+++ Data to use

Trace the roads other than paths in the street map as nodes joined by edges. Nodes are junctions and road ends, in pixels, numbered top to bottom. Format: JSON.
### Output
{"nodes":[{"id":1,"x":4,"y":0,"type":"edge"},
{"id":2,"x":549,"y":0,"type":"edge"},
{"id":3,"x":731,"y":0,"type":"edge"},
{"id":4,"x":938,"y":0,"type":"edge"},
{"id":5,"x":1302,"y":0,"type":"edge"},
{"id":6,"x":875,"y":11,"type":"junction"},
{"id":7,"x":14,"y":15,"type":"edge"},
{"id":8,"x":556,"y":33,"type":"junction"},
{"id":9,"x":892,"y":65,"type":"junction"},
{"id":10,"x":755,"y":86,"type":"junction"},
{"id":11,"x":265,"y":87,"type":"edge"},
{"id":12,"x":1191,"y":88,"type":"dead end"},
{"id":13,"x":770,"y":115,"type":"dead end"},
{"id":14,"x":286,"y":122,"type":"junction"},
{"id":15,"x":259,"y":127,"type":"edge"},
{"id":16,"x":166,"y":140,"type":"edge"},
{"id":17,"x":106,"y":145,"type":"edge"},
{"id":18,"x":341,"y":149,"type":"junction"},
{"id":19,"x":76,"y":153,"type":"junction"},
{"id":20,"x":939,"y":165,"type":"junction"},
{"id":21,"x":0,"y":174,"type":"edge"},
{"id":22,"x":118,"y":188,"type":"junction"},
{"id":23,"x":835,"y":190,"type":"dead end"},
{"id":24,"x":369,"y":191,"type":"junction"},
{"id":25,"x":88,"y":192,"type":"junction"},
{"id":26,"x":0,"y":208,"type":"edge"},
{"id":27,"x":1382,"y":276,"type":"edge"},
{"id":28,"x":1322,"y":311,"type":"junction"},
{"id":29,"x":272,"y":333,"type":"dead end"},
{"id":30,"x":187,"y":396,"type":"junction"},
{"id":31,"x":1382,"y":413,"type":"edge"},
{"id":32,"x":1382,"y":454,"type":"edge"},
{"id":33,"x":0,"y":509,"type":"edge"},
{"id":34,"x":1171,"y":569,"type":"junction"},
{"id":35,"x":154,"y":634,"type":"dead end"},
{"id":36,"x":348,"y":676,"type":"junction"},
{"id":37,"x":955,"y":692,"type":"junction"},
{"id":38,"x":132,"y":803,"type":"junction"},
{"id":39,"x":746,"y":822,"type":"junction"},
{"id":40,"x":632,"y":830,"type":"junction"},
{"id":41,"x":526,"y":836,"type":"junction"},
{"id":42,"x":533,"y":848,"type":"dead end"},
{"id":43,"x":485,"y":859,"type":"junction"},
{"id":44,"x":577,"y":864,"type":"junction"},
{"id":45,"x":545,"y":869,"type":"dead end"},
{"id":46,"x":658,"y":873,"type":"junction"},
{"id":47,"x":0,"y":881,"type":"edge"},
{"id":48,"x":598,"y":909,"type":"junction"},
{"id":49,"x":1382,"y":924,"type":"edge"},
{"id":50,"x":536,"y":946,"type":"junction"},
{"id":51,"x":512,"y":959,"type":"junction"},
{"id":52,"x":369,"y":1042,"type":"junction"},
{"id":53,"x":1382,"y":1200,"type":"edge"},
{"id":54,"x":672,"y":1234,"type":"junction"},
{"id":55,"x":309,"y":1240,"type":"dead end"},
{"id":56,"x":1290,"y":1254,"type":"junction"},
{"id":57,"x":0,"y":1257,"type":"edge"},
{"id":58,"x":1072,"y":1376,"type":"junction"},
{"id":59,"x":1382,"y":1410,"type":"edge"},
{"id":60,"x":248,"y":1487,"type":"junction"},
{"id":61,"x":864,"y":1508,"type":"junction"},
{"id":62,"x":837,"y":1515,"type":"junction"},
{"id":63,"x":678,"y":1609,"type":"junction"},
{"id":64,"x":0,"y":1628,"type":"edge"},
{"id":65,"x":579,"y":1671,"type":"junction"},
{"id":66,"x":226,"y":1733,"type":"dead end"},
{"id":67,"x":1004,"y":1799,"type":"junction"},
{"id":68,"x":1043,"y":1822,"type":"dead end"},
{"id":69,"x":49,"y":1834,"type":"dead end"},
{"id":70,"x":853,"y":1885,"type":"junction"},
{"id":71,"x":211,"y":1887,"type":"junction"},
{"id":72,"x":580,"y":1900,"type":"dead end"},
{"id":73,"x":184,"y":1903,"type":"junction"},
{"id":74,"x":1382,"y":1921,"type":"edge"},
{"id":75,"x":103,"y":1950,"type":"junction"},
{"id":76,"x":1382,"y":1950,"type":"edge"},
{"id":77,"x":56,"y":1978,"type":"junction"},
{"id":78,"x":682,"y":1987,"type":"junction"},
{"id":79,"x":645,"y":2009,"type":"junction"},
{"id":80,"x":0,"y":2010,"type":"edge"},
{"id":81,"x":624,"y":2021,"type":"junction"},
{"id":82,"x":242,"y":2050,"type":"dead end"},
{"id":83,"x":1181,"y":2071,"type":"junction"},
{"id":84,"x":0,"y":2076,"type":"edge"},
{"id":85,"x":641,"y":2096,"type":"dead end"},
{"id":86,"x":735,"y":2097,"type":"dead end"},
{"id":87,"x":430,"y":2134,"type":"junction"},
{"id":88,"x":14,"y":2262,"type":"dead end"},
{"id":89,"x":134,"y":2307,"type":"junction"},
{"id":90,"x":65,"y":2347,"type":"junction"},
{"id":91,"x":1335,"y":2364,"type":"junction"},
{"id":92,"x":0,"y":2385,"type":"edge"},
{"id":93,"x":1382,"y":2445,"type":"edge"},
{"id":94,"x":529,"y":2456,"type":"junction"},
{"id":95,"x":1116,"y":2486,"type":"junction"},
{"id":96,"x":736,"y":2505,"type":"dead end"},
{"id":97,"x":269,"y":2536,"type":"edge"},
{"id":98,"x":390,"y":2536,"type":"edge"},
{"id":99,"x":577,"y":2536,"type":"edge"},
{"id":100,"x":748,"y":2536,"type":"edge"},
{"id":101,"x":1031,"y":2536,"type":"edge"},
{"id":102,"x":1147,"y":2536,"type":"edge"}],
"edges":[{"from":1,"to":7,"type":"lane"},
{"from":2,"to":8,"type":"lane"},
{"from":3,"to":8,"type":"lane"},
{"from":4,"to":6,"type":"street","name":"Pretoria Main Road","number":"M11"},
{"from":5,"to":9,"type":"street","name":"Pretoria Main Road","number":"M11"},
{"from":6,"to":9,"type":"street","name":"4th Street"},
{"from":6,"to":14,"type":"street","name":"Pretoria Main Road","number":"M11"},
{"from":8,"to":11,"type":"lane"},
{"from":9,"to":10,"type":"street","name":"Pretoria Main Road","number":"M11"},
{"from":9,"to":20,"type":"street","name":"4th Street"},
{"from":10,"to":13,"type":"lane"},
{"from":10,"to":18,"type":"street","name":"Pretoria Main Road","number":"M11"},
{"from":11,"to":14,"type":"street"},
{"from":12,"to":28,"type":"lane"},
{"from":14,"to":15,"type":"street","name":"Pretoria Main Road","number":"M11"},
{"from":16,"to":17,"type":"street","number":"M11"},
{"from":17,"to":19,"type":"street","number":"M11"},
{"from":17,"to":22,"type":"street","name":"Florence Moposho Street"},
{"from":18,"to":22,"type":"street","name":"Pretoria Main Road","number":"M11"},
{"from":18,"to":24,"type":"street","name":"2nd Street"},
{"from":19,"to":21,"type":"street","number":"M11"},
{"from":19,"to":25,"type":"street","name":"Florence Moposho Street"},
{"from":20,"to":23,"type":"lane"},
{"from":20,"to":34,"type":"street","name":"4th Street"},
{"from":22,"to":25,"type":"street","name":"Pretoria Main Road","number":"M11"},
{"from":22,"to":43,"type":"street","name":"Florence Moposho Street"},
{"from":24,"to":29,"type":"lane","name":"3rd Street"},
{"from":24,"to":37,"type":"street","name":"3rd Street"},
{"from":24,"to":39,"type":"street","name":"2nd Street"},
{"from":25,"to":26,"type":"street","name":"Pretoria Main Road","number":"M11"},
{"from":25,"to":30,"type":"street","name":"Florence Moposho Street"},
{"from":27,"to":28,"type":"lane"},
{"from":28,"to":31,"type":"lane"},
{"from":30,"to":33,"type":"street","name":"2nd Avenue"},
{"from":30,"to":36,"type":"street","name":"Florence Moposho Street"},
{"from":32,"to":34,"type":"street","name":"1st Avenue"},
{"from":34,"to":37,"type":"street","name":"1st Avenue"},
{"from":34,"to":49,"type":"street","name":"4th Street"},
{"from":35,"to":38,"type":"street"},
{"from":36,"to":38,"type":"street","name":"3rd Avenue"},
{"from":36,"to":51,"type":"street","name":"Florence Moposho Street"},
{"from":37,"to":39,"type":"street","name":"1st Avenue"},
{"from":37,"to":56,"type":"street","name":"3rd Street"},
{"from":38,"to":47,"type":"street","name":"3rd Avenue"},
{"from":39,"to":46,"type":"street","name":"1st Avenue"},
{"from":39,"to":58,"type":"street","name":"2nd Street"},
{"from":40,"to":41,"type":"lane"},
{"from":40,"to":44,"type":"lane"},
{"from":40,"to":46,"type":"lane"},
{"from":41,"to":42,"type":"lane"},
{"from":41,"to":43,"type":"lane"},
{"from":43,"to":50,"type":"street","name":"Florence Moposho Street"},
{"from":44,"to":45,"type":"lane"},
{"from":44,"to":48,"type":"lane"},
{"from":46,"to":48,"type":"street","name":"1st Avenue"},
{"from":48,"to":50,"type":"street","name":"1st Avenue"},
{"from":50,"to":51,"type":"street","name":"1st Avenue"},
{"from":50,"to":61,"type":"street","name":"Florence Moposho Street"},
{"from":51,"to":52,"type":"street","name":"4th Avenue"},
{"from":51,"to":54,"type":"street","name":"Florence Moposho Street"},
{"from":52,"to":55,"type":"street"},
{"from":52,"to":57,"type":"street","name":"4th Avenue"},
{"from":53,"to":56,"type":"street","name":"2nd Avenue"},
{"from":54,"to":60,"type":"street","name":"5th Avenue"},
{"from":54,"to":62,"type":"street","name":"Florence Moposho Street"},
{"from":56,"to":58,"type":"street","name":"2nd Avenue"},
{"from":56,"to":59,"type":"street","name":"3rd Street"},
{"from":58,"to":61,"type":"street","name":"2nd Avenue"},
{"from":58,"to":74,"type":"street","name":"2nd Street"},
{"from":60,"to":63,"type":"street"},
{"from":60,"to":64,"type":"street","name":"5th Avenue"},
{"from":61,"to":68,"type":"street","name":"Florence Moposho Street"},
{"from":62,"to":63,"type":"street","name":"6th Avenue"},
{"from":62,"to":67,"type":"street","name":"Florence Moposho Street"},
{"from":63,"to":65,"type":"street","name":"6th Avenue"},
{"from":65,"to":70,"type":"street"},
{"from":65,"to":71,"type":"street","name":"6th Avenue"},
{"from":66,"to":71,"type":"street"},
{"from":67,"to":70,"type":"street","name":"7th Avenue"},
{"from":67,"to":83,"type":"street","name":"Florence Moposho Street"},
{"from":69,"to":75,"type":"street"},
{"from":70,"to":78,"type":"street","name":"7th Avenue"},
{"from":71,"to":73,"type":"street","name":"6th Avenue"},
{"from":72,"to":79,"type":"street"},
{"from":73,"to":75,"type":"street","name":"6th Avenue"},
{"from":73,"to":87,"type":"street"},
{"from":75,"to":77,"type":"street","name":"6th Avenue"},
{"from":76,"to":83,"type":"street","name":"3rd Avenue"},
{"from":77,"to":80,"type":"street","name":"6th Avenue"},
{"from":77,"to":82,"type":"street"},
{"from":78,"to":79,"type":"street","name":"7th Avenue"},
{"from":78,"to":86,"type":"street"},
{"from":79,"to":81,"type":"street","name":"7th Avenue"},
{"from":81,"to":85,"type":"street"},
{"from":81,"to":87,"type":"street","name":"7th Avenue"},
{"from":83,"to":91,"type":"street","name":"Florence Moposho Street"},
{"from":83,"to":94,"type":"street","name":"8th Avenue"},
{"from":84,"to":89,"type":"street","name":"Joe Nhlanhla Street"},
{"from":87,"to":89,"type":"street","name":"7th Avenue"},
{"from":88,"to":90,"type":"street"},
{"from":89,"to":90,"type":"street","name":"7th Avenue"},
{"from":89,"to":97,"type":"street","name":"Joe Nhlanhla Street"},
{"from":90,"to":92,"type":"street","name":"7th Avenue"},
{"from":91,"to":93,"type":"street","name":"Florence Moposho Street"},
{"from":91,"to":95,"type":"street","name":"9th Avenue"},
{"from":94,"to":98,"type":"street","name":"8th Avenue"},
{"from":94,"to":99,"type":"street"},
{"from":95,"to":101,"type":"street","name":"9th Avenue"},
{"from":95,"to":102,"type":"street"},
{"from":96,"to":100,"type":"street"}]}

++++++

=== Task instructions ===
Going through the data above, return each line with the word "Nhlanhla".

=== Answer to the exercise ===
{"from":84,"to":89,"type":"street","name":"Joe Nhlanhla Street"},
{"from":89,"to":97,"type":"street","name":"Joe Nhlanhla Street"},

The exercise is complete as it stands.